Zamindars of Krishna district hold an important place in the history of Madras Presidency. Krishna district holds some huge Zamindari estates like Nuzvid Estate, Chintalapati Vantu, Devarakota, Repalle, Vallur etc. which are both extensive and wealthy estates.

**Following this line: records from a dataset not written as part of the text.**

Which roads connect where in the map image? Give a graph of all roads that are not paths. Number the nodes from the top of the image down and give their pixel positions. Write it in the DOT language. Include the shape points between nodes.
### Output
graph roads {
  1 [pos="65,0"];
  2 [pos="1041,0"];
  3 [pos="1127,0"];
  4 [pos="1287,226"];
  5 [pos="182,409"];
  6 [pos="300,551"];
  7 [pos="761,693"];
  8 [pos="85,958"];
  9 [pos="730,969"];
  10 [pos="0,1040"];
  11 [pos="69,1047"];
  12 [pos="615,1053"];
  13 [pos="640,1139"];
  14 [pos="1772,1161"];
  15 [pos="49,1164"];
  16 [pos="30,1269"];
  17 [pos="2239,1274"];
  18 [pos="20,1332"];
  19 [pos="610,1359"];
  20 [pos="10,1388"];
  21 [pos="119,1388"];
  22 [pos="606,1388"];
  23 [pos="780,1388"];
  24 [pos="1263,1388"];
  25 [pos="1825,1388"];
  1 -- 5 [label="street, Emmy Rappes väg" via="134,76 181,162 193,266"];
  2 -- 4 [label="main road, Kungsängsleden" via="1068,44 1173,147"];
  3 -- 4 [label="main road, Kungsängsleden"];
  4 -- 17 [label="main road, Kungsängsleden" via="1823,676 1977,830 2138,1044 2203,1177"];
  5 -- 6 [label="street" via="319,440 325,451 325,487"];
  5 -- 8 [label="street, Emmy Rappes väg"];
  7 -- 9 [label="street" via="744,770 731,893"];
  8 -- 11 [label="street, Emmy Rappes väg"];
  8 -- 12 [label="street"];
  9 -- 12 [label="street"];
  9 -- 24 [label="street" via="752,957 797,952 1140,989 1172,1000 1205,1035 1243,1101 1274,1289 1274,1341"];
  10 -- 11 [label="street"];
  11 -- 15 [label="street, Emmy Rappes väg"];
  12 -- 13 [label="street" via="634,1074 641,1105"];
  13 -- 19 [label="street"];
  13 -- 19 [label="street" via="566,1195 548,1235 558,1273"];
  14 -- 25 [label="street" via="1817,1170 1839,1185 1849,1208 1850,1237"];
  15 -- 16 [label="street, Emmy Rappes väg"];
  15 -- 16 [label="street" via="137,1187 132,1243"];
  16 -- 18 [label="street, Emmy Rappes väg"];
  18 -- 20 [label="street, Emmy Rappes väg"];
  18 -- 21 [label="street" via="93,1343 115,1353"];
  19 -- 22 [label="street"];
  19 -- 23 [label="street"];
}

== Permanent Settlement ==
In 1802, the British after settling the facts with Nizam and Local Poligars and Zamindars they made permanent settlement in which they issued sanads to pay the government peskash annually. There are many ancient Zamindaries in this district, and also newly formed but Most influential Zamindars too. when Charles Donald Maclean surveyed about the zamindaries in the Madras Presidency he mentioned 34 Zamindaries in the District. They are:

List of Zamindaris in Krishna District in the year 1874-75
| Zamindari | Holder | Peskash |
Krishna district
| Nuzvid Estate |  | 95,443 |
| Virsanapettah |  | 20,829 |
| Challapalli |  | 81,397 |
| Chintalapati Vantu |  | 17,500 |
| Chevendra |  | 4,776 |
| Chanubanda |  | 1.357 |
| Mylavaram Muttah 1.25 vantu |  | 4,858 |
| Mylavaram Muttah 1 vantu |  | 3,887 |
| Vutukur Muttah |  | 2,156 |
| Half of Tiruvur Muttah |  | 2,117 |
| Yenagadapa Muttah |  | 1,236 |
| Half og Gumpalagudem Muttah |  | 1,295 |
| Western part of Gumpalagudem muttah |  | 1,291 |
| Munagala Paragana |  | 4,572 |
| Vallur South |  | 20,493 |
| Gudur Paragana |  | 35,988 |
| Pinagudur Lanka |  | 319 |
| Kruttiventi South |  | 2,910 |
| Balliparru |  | 459 |
| Kuchipudy |  | 229 |
| Narayanagudem |  | 138 |
| Other Half of Tiruur muttah |  | 2219 |
| Kalagara| |  | 812 |
| Putrela |  | 510 |
| Kondur and Kmbhampad |  | 507 |
| Kokilampad |  | 75 |
| Pengollu |  | 1,262 |
| Munukulla |  | 71 |
| Komera Muttah |  | 703 |
| Lingagiri Pragana |  | 486 |
| Devarapally |  | 451 |
| Rayavaram |  | 908 |
| China Gollapalem |  | 238 |
| Chitti Gudur |  | 524 |
Source:MaClean, C. D. (1877). Standing Information regarding the Official Administration of Madras Presidency. Government of Madras. pp. 492–493.

== Later ==
After 1877 few years later few other villages and estates from Godavarai District are annexed into Krishna District. Estates were also sub divided and few were transferred from one Zamindar to other.

== Huge Zamindaris ==
- The Banganapalle State is an offshoot of the Nawab of Masulipatam which is in Krishna District.
- Nuzvid Estate comprises 18 paraganas which is nearly about 288 villages.
- Vasireddy family once ruled the Estate over 530 villages etc.